“—a way you can earn up to a million dollars a year just by letting your friends and neighbors in on the secret. And best of all—"
“—order before midnight tonight and you'll not only get those wonderful steak knives, but you'll also get, absolutely free, and at no charge, this marvelous potato peeler as well—"
“—remarkable low price of only twenty-nine ninety-nine. With these spectacular new miracle wipers, you will never again have the problem of—"
“—earn while you learn this richly lucrative business from the ground up. In a moment we'll introduce you to the man who pioneered the dynamic no-money-down method of purchasing—"
“—Gabe, I want you to go ahead and rub it all over the hood. That's right. Just rub in anywhere on there. Now, Margo, you rub your side. There you go. Start in anywhere and cover those hoods with wax. We're going to let both coats set under the hot lights, and in a few minutes we'll come back and take a look at—"
“—lost over a hundred pounds with this amazing new product. There was never any between-meal hunger because of the—"
“—many who wished they could play but didn't have time to study the piano. Now you can start in playing songs right away! It only takes—"
One scam after another. Political scams. Snake oil scams. Art scams. Music scams. Costume jewelry scams. Every greed-targeted con job, bogus shuck, and jive sting that had ever been conceived of was right there on that weird tube.
The monkey people scammed each other all day, scammed themselves all night, and in between they watched people scamming one another on a little box. They were idiots!
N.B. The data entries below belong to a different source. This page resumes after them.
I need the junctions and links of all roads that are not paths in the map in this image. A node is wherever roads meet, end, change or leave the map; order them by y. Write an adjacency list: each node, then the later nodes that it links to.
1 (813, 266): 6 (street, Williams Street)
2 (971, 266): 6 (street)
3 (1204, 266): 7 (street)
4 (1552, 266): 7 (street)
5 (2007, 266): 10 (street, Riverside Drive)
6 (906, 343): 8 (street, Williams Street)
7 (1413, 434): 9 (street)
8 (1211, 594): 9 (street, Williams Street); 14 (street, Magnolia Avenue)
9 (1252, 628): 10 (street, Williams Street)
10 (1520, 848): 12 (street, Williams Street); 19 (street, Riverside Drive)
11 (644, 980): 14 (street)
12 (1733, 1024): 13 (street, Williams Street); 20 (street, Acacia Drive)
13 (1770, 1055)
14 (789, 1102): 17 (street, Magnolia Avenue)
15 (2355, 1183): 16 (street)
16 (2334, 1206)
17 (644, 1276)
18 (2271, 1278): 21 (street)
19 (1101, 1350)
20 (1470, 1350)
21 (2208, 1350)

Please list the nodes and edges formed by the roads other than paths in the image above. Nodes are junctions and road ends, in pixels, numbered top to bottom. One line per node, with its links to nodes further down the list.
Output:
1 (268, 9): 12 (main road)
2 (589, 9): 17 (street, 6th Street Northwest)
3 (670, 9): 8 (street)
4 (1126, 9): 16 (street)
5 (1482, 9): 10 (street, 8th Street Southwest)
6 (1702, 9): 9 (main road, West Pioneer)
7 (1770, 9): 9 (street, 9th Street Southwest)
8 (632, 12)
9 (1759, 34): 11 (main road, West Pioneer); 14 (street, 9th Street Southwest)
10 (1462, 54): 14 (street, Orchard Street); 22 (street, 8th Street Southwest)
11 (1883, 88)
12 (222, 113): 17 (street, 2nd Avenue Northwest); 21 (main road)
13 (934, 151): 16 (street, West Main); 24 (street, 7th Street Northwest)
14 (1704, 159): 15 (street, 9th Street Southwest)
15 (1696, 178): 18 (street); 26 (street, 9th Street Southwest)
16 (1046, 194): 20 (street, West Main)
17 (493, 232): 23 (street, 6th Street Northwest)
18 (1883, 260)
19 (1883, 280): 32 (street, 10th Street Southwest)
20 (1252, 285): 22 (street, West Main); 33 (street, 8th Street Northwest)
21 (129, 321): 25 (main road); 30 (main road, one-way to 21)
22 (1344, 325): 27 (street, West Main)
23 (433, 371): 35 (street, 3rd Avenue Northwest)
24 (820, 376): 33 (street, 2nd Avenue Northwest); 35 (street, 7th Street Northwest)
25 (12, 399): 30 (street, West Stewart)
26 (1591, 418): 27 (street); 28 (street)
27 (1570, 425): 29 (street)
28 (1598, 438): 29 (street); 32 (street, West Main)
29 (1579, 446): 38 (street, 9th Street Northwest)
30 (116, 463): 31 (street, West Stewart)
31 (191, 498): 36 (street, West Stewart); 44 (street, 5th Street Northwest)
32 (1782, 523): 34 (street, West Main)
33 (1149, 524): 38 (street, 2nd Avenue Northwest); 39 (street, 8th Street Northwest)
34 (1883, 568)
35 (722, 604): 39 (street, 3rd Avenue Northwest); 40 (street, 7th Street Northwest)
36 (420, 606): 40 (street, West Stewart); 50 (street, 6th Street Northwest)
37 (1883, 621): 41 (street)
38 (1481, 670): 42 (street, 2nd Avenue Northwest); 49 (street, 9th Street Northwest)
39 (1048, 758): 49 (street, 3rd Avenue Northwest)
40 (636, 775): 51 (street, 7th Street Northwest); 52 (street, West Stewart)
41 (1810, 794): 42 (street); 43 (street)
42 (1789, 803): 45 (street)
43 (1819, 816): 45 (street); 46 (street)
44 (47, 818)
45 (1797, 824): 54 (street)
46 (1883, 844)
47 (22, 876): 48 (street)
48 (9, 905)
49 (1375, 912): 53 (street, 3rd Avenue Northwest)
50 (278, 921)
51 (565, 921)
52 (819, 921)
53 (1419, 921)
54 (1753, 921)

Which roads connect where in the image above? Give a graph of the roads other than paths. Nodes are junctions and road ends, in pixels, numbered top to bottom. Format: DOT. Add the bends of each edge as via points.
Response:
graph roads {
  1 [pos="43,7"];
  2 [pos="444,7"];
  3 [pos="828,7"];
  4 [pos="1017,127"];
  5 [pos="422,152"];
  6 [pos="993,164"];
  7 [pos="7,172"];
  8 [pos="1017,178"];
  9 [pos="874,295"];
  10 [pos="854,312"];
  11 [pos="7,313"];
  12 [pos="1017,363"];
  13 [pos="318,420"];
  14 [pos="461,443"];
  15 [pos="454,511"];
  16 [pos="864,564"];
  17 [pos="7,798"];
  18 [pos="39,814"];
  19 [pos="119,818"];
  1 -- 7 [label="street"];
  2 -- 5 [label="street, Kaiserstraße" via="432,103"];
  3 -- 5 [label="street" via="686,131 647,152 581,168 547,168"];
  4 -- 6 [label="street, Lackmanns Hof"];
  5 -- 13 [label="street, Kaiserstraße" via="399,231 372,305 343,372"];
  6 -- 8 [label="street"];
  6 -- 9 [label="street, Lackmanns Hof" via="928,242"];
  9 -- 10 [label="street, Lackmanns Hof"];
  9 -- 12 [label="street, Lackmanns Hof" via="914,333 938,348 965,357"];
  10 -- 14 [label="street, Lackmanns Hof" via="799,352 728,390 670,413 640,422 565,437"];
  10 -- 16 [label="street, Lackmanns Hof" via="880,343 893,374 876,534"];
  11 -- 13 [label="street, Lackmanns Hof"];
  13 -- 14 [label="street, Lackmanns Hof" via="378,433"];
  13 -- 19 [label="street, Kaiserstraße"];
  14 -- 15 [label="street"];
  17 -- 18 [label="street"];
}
He turned the channels. Puzzled somewhat, as always, by the obvious insincerity of the hair-care hucksters and car salesmen and televangelists whom he perceived as parts of the same great network of con games:
“God says we must wage
He switched to another channel where a beautiful dancer moved across the small screen to a driving hard-rock audio track. An incredible montage of graphic images blinked above and behind her. The combination of the music and the imagery was intensely compelling and he turned the volume up. It was sensual, somehow, the way the pulsing rock pounded in tempo with his own strong heartbeat, and without thinking, it brought him to his feet and he was aping the movements of the dancer—Chaingang Bunkowski was dancing to MTV! Almost five hundred pounds of lard and muscle bouncing and boogieing across Mrs. Irby's floor. Another first! Daniel Edward Flowers Bunkowski rocking out stark naked. What a sight!
He didn't like the next video and he switched channels again and got a man extolling the virtues of B-12 spray packets, switched again and a woman, an actress on one of the daytime soaps, sat sobbing for the camera's eye.
Chaingang had all the actor's gifts, among them observation and memory, talents that he had in enormous abundance. An actor prepares by observing, for example, and his powers of observation were unequaled, but he hated those humans who were the object of observation—yet he found them fascinating. Even when he was not incarcerated, he preferred to spend most of his time alone, having little stomach for personal interaction—and yet so closely had he observed his fellow humans, and so painstakingly had he filed away the memory of their behavior patterns, that he could mimic them precisely—and on cue!
The soap opera actress wept, and Daniel Bunkowski allowed himself to remember the sadness of his past, contorting his fat, rubbery mask of a face in a mocking parody of the close-up on the screen, holding his huge head as she held hers, shaking with sobs the way she was, as he opened the fawcett on a waterworks of weeping. He killed the audio of the television set, and the sound of his crying filled the Irby home.
It was strangely pleasant and he gave in to the emotion, milking it at first as an actor would, enjoying the fact that his dimpled cheeks were covered in real tears and not glycerine. He soon realized that this thing he had never done in his entire adult life, this inarticulate expression of pain or distress known as crying, whether ridiculous or not, was tinged with genuine sadness that such an act was a rare outpouring from all that remained of his humanity.